Brazilians were already upset with high unemployment and negative GDP growth (Exhibit 2). To complicate the situation further, President Dilma Roussef was facing calls for her impeachment because of allegations of her involvement in corruption at the state-run oil company Petrobras.2 It seemed that Brazilians from across the socioeconomic spectrum had reason to be angry: those who were unemployed were upset by the lack of opportunity and income; those with more secure jobs were upset by perceptions of government incompetence and corruption.

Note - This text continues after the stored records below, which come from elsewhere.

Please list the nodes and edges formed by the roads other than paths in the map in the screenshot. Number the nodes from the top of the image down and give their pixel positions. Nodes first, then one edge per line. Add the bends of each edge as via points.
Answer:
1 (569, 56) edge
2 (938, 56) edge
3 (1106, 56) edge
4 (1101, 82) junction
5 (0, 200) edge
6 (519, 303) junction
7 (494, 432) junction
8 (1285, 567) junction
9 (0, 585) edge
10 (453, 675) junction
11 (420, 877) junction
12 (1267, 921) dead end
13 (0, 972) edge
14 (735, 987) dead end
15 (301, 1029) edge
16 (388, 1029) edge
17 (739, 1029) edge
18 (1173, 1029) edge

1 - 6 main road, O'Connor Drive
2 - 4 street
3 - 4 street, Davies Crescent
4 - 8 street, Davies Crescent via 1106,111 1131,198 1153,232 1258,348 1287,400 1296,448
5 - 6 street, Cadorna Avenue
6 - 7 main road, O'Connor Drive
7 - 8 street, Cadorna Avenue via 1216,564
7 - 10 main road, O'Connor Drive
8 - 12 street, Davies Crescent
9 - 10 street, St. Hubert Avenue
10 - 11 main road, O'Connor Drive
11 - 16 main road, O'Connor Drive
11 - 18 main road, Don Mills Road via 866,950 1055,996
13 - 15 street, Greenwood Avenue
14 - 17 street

How quickly the trajectory of Brazil's economy seemed to have changed since Tombini started his term. He had been appointed governor of the Central Bank by Roussef soon after she was elected in 2010. Roussef was a protg of the popular previous president and founder of the Worker's Party, Luiz Incio Lula de Silva (Lula). Lula's economic policies, which included investment in infrastructure through public-private partnerships and simplification of the tax code, were perceived as generally successful.3 During Lula's two terms in office, living standards improved substantially: real GDP per capita increased by over 2.85% per year, compared to 0.9% during the eight years prior to his presidential terms (Exhibit 2), and the fraction of the population living on less than $3.10 a day fell from 10.0% to 5.45%.4

Upon taking office in 2011, Tombini expected that he would be able to maintain stable inflation while the economy grew at a positive and steady rate. Brazil's GDP growth had rebounded from the global financial crisis of 2008 after a short stint in negative territory (Exhibit 2). Following the global financial crisis, the economy had seemed to resume its upward trajectory, and Tombini expected the trend to continue.

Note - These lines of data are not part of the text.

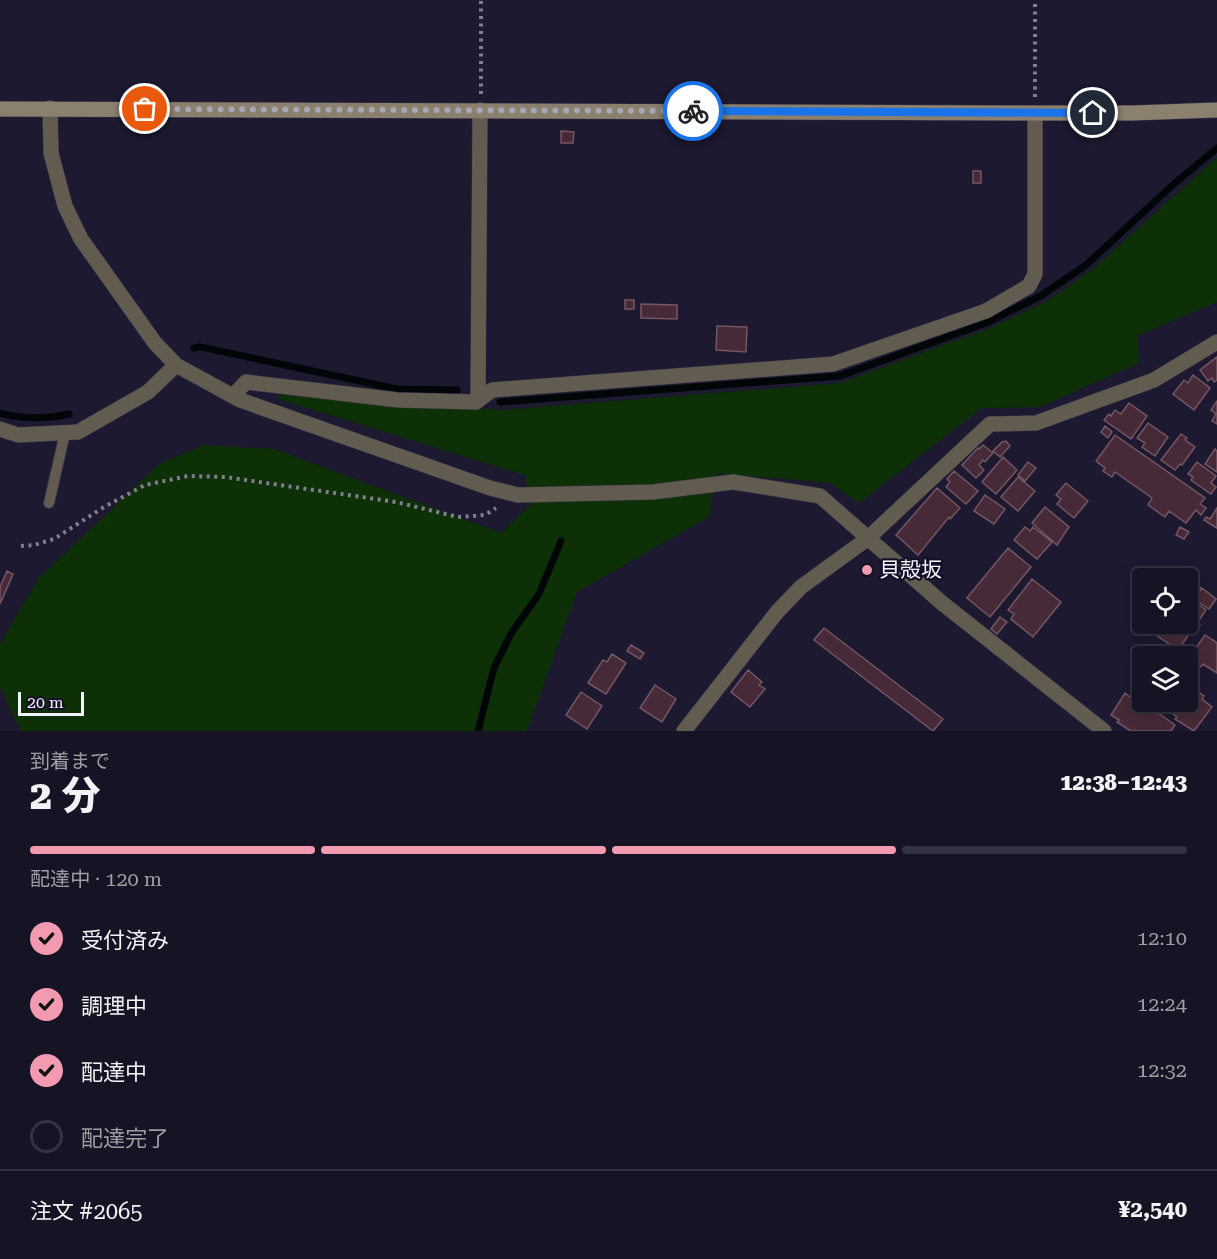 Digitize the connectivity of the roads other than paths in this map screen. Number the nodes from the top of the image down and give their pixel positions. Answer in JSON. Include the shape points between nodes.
{"nodes":[{"id":1,"x":50,"y":108,"type":"junction"},
{"id":2,"x":0,"y":109,"type":"edge"},
{"id":3,"x":480,"y":110,"type":"junction"},
{"id":4,"x":1217,"y":110,"type":"edge"},
{"id":5,"x":1035,"y":113,"type":"junction"},
{"id":6,"x":1217,"y":342,"type":"edge"},
{"id":7,"x":176,"y":365,"type":"junction"},
{"id":8,"x":233,"y":396,"type":"junction"},
{"id":9,"x":478,"y":400,"type":"junction"},
{"id":10,"x":0,"y":429,"type":"edge"},
{"id":11,"x":65,"y":433,"type":"junction"},
{"id":12,"x":49,"y":503,"type":"dead end"},
{"id":13,"x":867,"y":539,"type":"junction"},
{"id":14,"x":684,"y":731,"type":"edge"},
{"id":15,"x":1104,"y":731,"type":"edge"}],
"edges":[{"from":1,"to":2,"type":"street"},
{"from":1,"to":3,"type":"street"},
{"from":1,"to":7,"type":"street","via":[[51,153],[65,206],[81,239],[155,343]]},
{"from":3,"to":5,"type":"street"},
{"from":3,"to":9,"type":"street"},
{"from":4,"to":5,"type":"street"},
{"from":5,"to":9,"type":"street","via":[[1035,274],[1029,286],[986,311],[833,364],[492,390]]},
{"from":6,"to":13,"type":"street","via":[[1154,380],[1089,404],[1036,423],[990,424]]},
{"from":7,"to":8,"type":"street"},
{"from":7,"to":11,"type":"street","via":[[148,392],[78,432]]},
{"from":8,"to":9,"type":"street","via":[[246,382],[398,400]]},
{"from":8,"to":13,"type":"street","via":[[490,489],[513,494],[653,492],[733,482],[820,496]]},
{"from":10,"to":11,"type":"street","via":[[18,435]]},
{"from":11,"to":12,"type":"lane"},
{"from":13,"to":14,"type":"street","via":[[801,588],[777,612]]},
{"from":13,"to":15,"type":"street"}]}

There was, however, always a worry in Tombini's mind that he could face difficult policy tradeoffs. He worried not only that scenarios could emerge that would force him to choose between high inflation and high unemployment, but also that his job security depended on the approval of Roussef. Unlike his counterparts at many central banks in advanced economies, the governor of the Central Bank of Brazil could be fired at any time by the country's president.5 And Tombini was well aware of the pressure facing Roussef to increase employment, especially close to the elections, even if the policies required to do so stoked the flames of inflation. Tombini would almost certainly feel pressure (explicit or implicit) to accommodate inflation with low interest rates if unemployment were to become a political concern for Roussef.

Despite these apprehensions, Tombini never expected the situation to become as dire as it now appeared in mid-2015. Many of the underlying factors behind stagflation were due to forces outside his control. The plummeting value of the Brazilian real (Exhibit 3) was causing a spike in import costs. Similar to the oil-price shock of the 1970s that was perceived as contributing to stagflation in the United States at the time, the devaluation in Brazil increased costs and ultimately consumer prices (Exhibits 3 and 4). Government budget deficits were increasing, and many international investors who lent money to Brazil worried that the Central Bank would maintain low interest rates in order to lower government borrowing costs.6 Given the lack of independence between Tombini's Central Bank and Brazil's executive branch, these concerns were not without merit.

Tombini did indeed raise interest rates as inflation increased in early 2015 (Exhibit 4), which contributed to the increase in unemployment. As of July, it was unclear whether further rate rises were necessary. Interest rates were merely increasing at the same rate as inflation, and it seemed that a more aggressive response from the Central Bank was necessary to bring inflation back in line with its target.

The Roussef administration, to which Tombini owed his job, was under intense pressure to make immediate improvements in employment and economic growth. Roussef's government was pursuing expansionary fiscal policy (Exhibit 5), adding to government debt at an alarming rate (Exhibit 6) and potentially stoking the inflationary pressure that Tombini hoped to control. The increase in interest rates necessary to maintain the inflation target would almost certainly further accelerate the economic slowdown.

But the short-term benefit of maintaining low interest rates bore the cost of double-digit inflation and, more worrisome, rising inflation expectations (Exhibit 7). The public had inferred, both from recent inflation and from Tombini's reluctance to stick to his inflation commitment that high inflation was likely to continue. In order to bring inflation expectations (and hence inflation) back in line with his target, Tombini would need to raise rates significantly. In doing so he would likely plunge the economy deeper into recession.

The only other option seemed to be the hope that factors outside Tombini's control would put downward pressure on costs and inflation. Brazil was notorious for its high costs of doing business (see Exhibit 8 for costs of doing business in Brazil relative to other countries). If the government could cut red tape and lower costs for businesses, those cost reductions would be passed on to consumers and hence reduce inflation. Given the entrenched bureaucracy and the time that it generally takes for such large reforms to take effect, Tombini did not have time to hope and wait for reform-induced cost reductions.

There were no good options left for Tombini as of mid-2015. Should he continue to accommodate inflationary pressure, hoping that it would somehow subside on its own? He knew from past history, including the experience with stagflation in the United States, that inflationary pressures typically continue to build rather than subside once inflation expectations begin to rise. Alternatively, he could aggressively combat inflation. But if he did so, could he maintain his hold on the reins of the Central Bank? The Roussef administration was embattled and needed every bit of short-term stimulus it could muster to appease the growing number of citizens on the brink of unemployment. The choice was not easy.

Would you recommend that Tombini continue to raise interest rates? Why or why not?